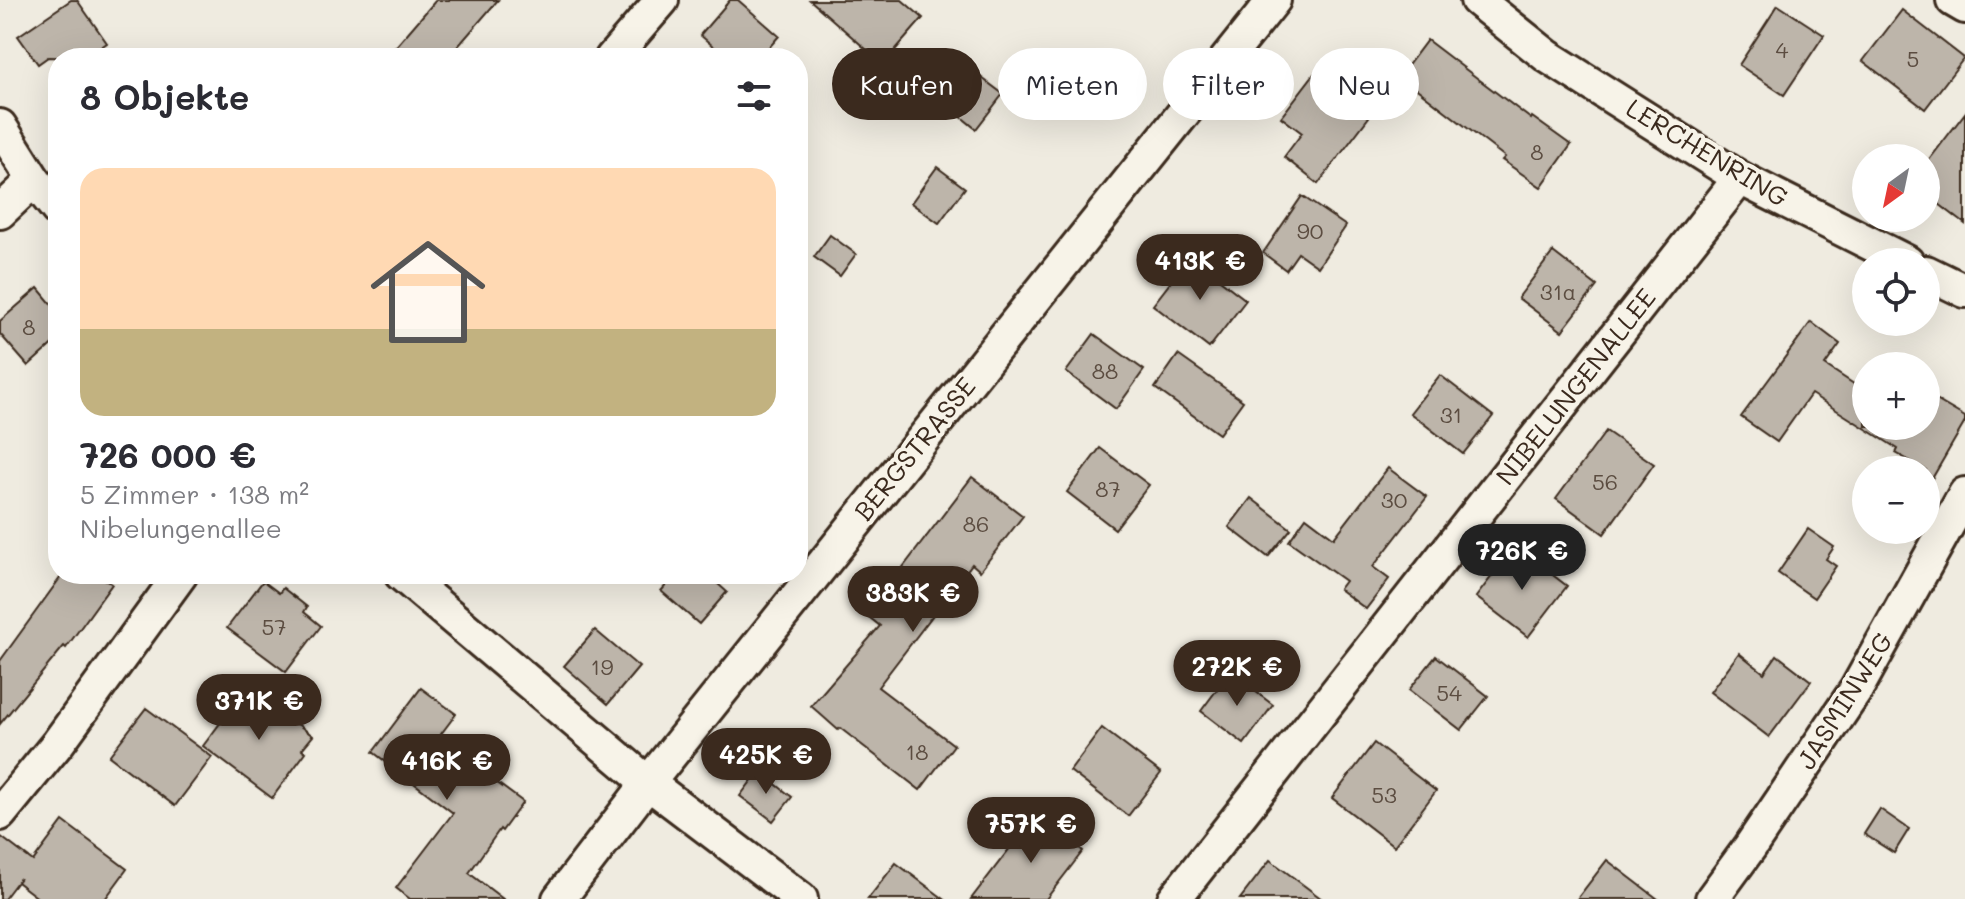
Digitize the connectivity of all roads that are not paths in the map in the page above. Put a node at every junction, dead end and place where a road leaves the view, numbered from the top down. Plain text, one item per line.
1 (662, 0) edge
2 (1274, 0) edge
3 (1477, 0) edge
4 (1953, 0) edge
5 (1965, 7) edge
6 (621, 48) edge
7 (0, 126) edge
8 (1740, 178) junction
9 (34, 180) junction
10 (48, 198) edge
11 (0, 212) edge
12 (1879, 248) edge
13 (1940, 279) edge
14 (1965, 291) edge
15 (1965, 494) edge
16 (808, 583) edge
17 (174, 584) edge
18 (413, 584) edge
19 (807, 584) edge
20 (648, 783) junction
21 (0, 814) edge
22 (559, 899) edge
23 (801, 899) edge
24 (1174, 899) edge
25 (1712, 899) edge

1 - 6 street
2 - 16 street, BERGSTRASSE
3 - 8 street, LERCHENRING
4 - 5 street
7 - 9 street
8 - 12 street, LERCHENRING
8 - 24 street, NIBELUNGENALLEE
9 - 10 street
9 - 11 street
13 - 14 street
15 - 25 street, JASMINWEG
17 - 21 street
18 - 20 street
19 - 20 street, BERGSTRASSE
20 - 22 street, BERGSTRASSE
20 - 23 street

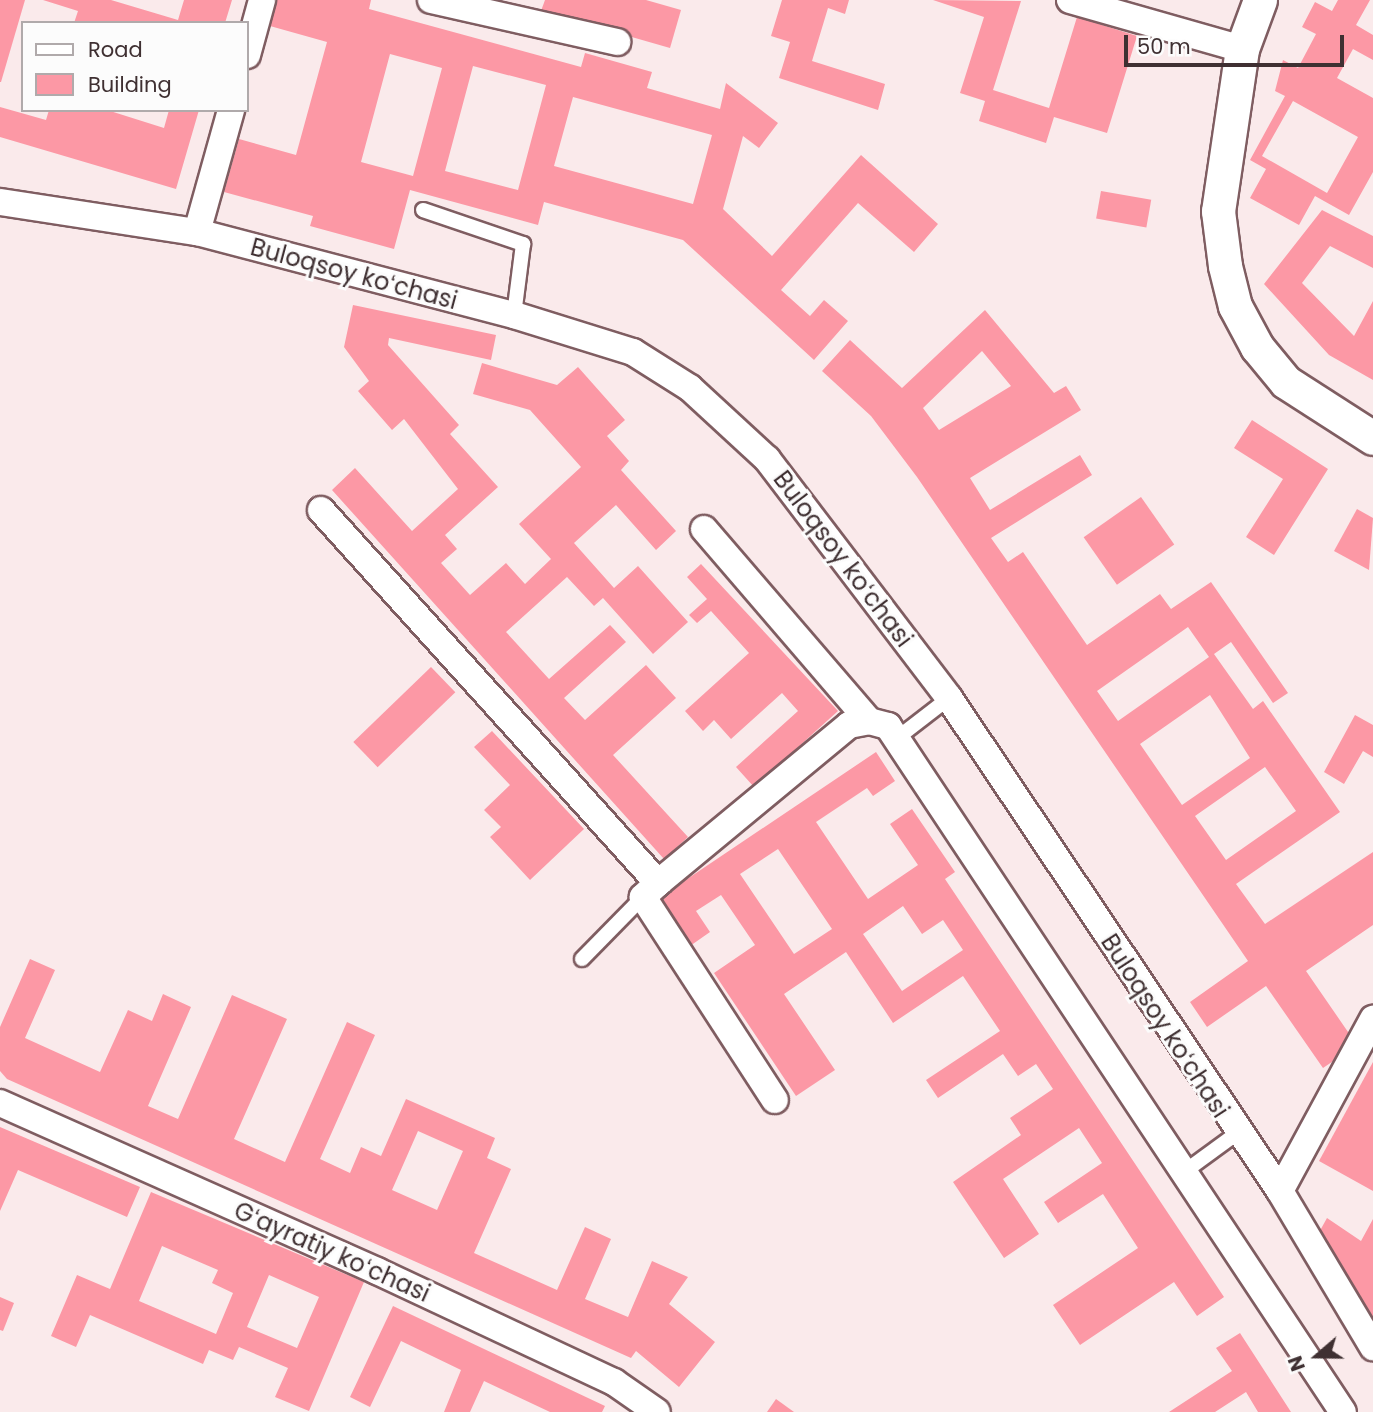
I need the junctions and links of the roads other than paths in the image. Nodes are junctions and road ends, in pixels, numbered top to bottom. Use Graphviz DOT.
graph roads {
  1 [pos="262,0"];
  2 [pos="431,0"];
  3 [pos="1070,0"];
  4 [pos="1260,0"];
  5 [pos="617,42"];
  6 [pos="1242,49"];
  7 [pos="248,51"];
  8 [pos="230,112"];
  9 [pos="0,202"];
  10 [pos="423,210"];
  11 [pos="197,232"];
  12 [pos="514,315"];
  13 [pos="1370,429"];
  14 [pos="321,510"];
  15 [pos="704,529"];
  16 [pos="949,698"];
  17 [pos="869,721"];
  18 [pos="896,738"];
  19 [pos="650,890"];
  20 [pos="582,959"];
  21 [pos="1373,1019"];
  22 [pos="775,1100"];
  23 [pos="0,1103"];
  24 [pos="1236,1134"];
  25 [pos="1184,1172"];
  26 [pos="1280,1191"];
  27 [pos="1373,1347"];
  28 [pos="657,1412"];
  29 [pos="1343,1412"];
  1 -- 7 [label="street"];
  2 -- 5 [label="street"];
  3 -- 6 [label="street"];
  4 -- 6 [label="street"];
  6 -- 13 [label="street"];
  8 -- 11 [label="street"];
  9 -- 11 [label="street, Buloqsoy koʻchasi"];
  10 -- 12 [label="lane"];
  11 -- 12 [label="street, Buloqsoy koʻchasi"];
  12 -- 16 [label="street, Buloqsoy koʻchasi"];
  14 -- 19 [label="street"];
  15 -- 17 [label="street"];
  16 -- 18 [label="lane"];
  16 -- 24 [label="street, Buloqsoy koʻchasi"];
  17 -- 18 [label="street"];
  17 -- 19 [label="street"];
  18 -- 25 [label="street"];
  19 -- 20 [label="lane"];
  19 -- 22 [label="street"];
  21 -- 26 [label="street"];
  23 -- 28 [label="street, Gʻayratiy koʻchasi"];
  24 -- 25 [label="lane"];
  24 -- 26 [label="street, Buloqsoy koʻchasi"];
  25 -- 29 [label="street"];
  26 -- 27 [label="street, Buloqsoy koʻchasi"];
}
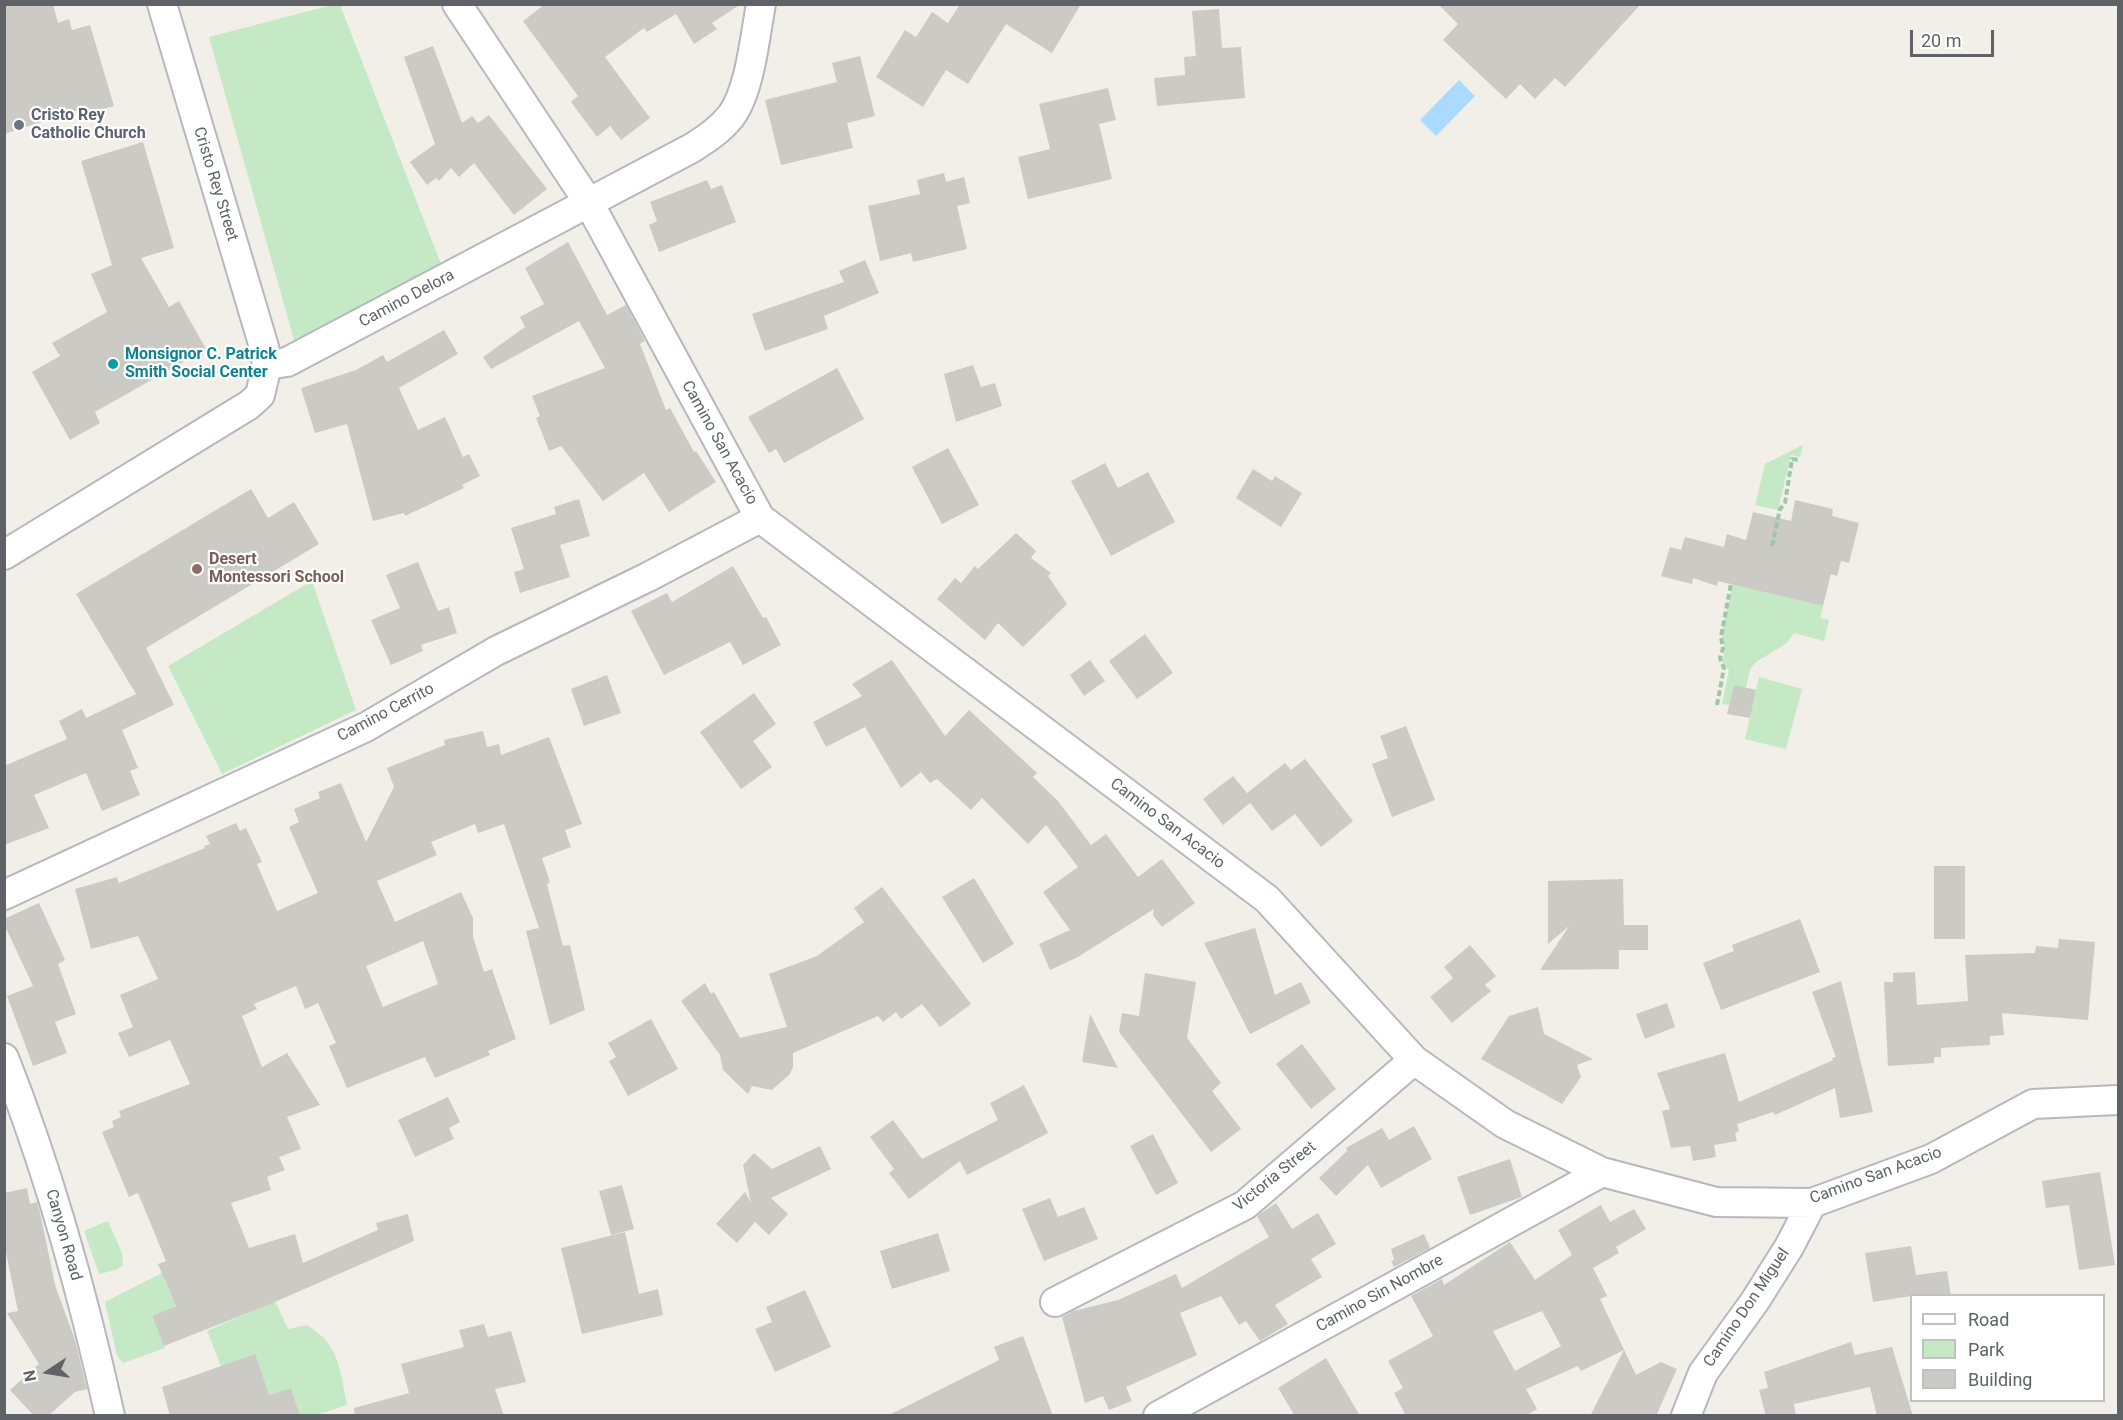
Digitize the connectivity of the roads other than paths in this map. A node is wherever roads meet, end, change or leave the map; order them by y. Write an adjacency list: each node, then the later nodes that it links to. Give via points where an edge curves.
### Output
1 (162, 4): 5 (street, Cristo Rey Street)
2 (457, 4): 4 (street, Camino San Acacio)
3 (761, 4): 4 (street, Camino Delora, via 747,78 732,114 717,131 692,148)
4 (589, 203): 5 (street, Camino Delora, via 287,362); 6 (street, Camino San Acacio)
5 (267, 364): 7 (street, via 260,395 249,405)
6 (760, 518): 8 (street, Camino Cerrito, via 496,651 366,727); 10 (street, Camino San Acacio, via 1267,899)
7 (4, 555)
8 (4, 895)
9 (4, 1059): 15 (street, Canyon Road, via 34,1134)
10 (1414, 1060): 12 (street, Camino San Acacio, via 1506,1124); 14 (street, Victoria Street, via 1245,1205)
11 (2118, 1100): 13 (street, Camino San Acacio, via 2033,1104 1931,1159)
12 (1602, 1172): 13 (street, Camino San Acacio, via 1716,1202); 16 (street, Camino Sin Nombre)
13 (1812, 1203): 17 (street, Camino Don Miguel, via 1755,1301 1703,1373)
14 (1055, 1302)
15 (110, 1416)
16 (1158, 1416)
17 (1686, 1416)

____________

*WORK INSTRUCTION*: In your copy, omit the pictures and restate every line of the data word for word.

*RESULT FOR THIS TASK*:
Digitize the connectivity of all roads that are not paths in the map in the page above. Put a node at every junction, dead end and place where a road leaves the view, numbered from the top down. Plain text, one item per line.
1 (662, 0) edge
2 (1274, 0) edge
3 (1477, 0) edge
4 (1953, 0) edge
5 (1965, 7) edge
6 (621, 48) edge
7 (0, 126) edge
8 (1740, 178) junction
9 (34, 180) junction
10 (48, 198) edge
11 (0, 212) edge
12 (1879, 248) edge
13 (1940, 279) edge
14 (1965, 291) edge
15 (1965, 494) edge
16 (808, 583) edge
17 (174, 584) edge
18 (413, 584) edge
19 (807, 584) edge
20 (648, 783) junction
21 (0, 814) edge
22 (559, 899) edge
23 (801, 899) edge
24 (1174, 899) edge
25 (1712, 899) edge

1 - 6 street
2 - 16 street, BERGSTRASSE
3 - 8 street, LERCHENRING
4 - 5 street
7 - 9 street
8 - 12 street, LERCHENRING
8 - 24 street, NIBELUNGENALLEE
9 - 10 street
9 - 11 street
13 - 14 street
15 - 25 street, JASMINWEG
17 - 21 street
18 - 20 street
19 - 20 street, BERGSTRASSE
20 - 22 street, BERGSTRASSE
20 - 23 street

I need the junctions and links of the roads other than paths in the image. Nodes are junctions and road ends, in pixels, numbered top to bottom. Use Graphviz DOT.
graph roads {
  1 [pos="262,0"];
  2 [pos="431,0"];
  3 [pos="1070,0"];
  4 [pos="1260,0"];
  5 [pos="617,42"];
  6 [pos="1242,49"];
  7 [pos="248,51"];
  8 [pos="230,112"];
  9 [pos="0,202"];
  10 [pos="423,210"];
  11 [pos="197,232"];
  12 [pos="514,315"];
  13 [pos="1370,429"];
  14 [pos="321,510"];
  15 [pos="704,529"];
  16 [pos="949,698"];
  17 [pos="869,721"];
  18 [pos="896,738"];
  19 [pos="650,890"];
  20 [pos="582,959"];
  21 [pos="1373,1019"];
  22 [pos="775,1100"];
  23 [pos="0,1103"];
  24 [pos="1236,1134"];
  25 [pos="1184,1172"];
  26 [pos="1280,1191"];
  27 [pos="1373,1347"];
  28 [pos="657,1412"];
  29 [pos="1343,1412"];
  1 -- 7 [label="street"];
  2 -- 5 [label="street"];
  3 -- 6 [label="street"];
  4 -- 6 [label="street"];
  6 -- 13 [label="street"];
  8 -- 11 [label="street"];
  9 -- 11 [label="street, Buloqsoy koʻchasi"];
  10 -- 12 [label="lane"];
  11 -- 12 [label="street, Buloqsoy koʻchasi"];
  12 -- 16 [label="street, Buloqsoy koʻchasi"];
  14 -- 19 [label="street"];
  15 -- 17 [label="street"];
  16 -- 18 [label="lane"];
  16 -- 24 [label="street, Buloqsoy koʻchasi"];
  17 -- 18 [label="street"];
  17 -- 19 [label="street"];
  18 -- 25 [label="street"];
  19 -- 20 [label="lane"];
  19 -- 22 [label="street"];
  21 -- 26 [label="street"];
  23 -- 28 [label="street, Gʻayratiy koʻchasi"];
  24 -- 25 [label="lane"];
  24 -- 26 [label="street, Buloqsoy koʻchasi"];
  25 -- 29 [label="street"];
  26 -- 27 [label="street, Buloqsoy koʻchasi"];
}
Digitize the connectivity of the roads other than paths in this map. A node is wherever roads meet, end, change or leave the map; order them by y. Write an adjacency list: each node, then the later nodes that it links to. Give via points where an edge curves.
### Output
1 (162, 4): 5 (street, Cristo Rey Street)
2 (457, 4): 4 (street, Camino San Acacio)
3 (761, 4): 4 (street, Camino Delora, via 747,78 732,114 717,131 692,148)
4 (589, 203): 5 (street, Camino Delora, via 287,362); 6 (street, Camino San Acacio)
5 (267, 364): 7 (street, via 260,395 249,405)
6 (760, 518): 8 (street, Camino Cerrito, via 496,651 366,727); 10 (street, Camino San Acacio, via 1267,899)
7 (4, 555)
8 (4, 895)
9 (4, 1059): 15 (street, Canyon Road, via 34,1134)
10 (1414, 1060): 12 (street, Camino San Acacio, via 1506,1124); 14 (street, Victoria Street, via 1245,1205)
11 (2118, 1100): 13 (street, Camino San Acacio, via 2033,1104 1931,1159)
12 (1602, 1172): 13 (street, Camino San Acacio, via 1716,1202); 16 (street, Camino Sin Nombre)
13 (1812, 1203): 17 (street, Camino Don Miguel, via 1755,1301 1703,1373)
14 (1055, 1302)
15 (110, 1416)
16 (1158, 1416)
17 (1686, 1416)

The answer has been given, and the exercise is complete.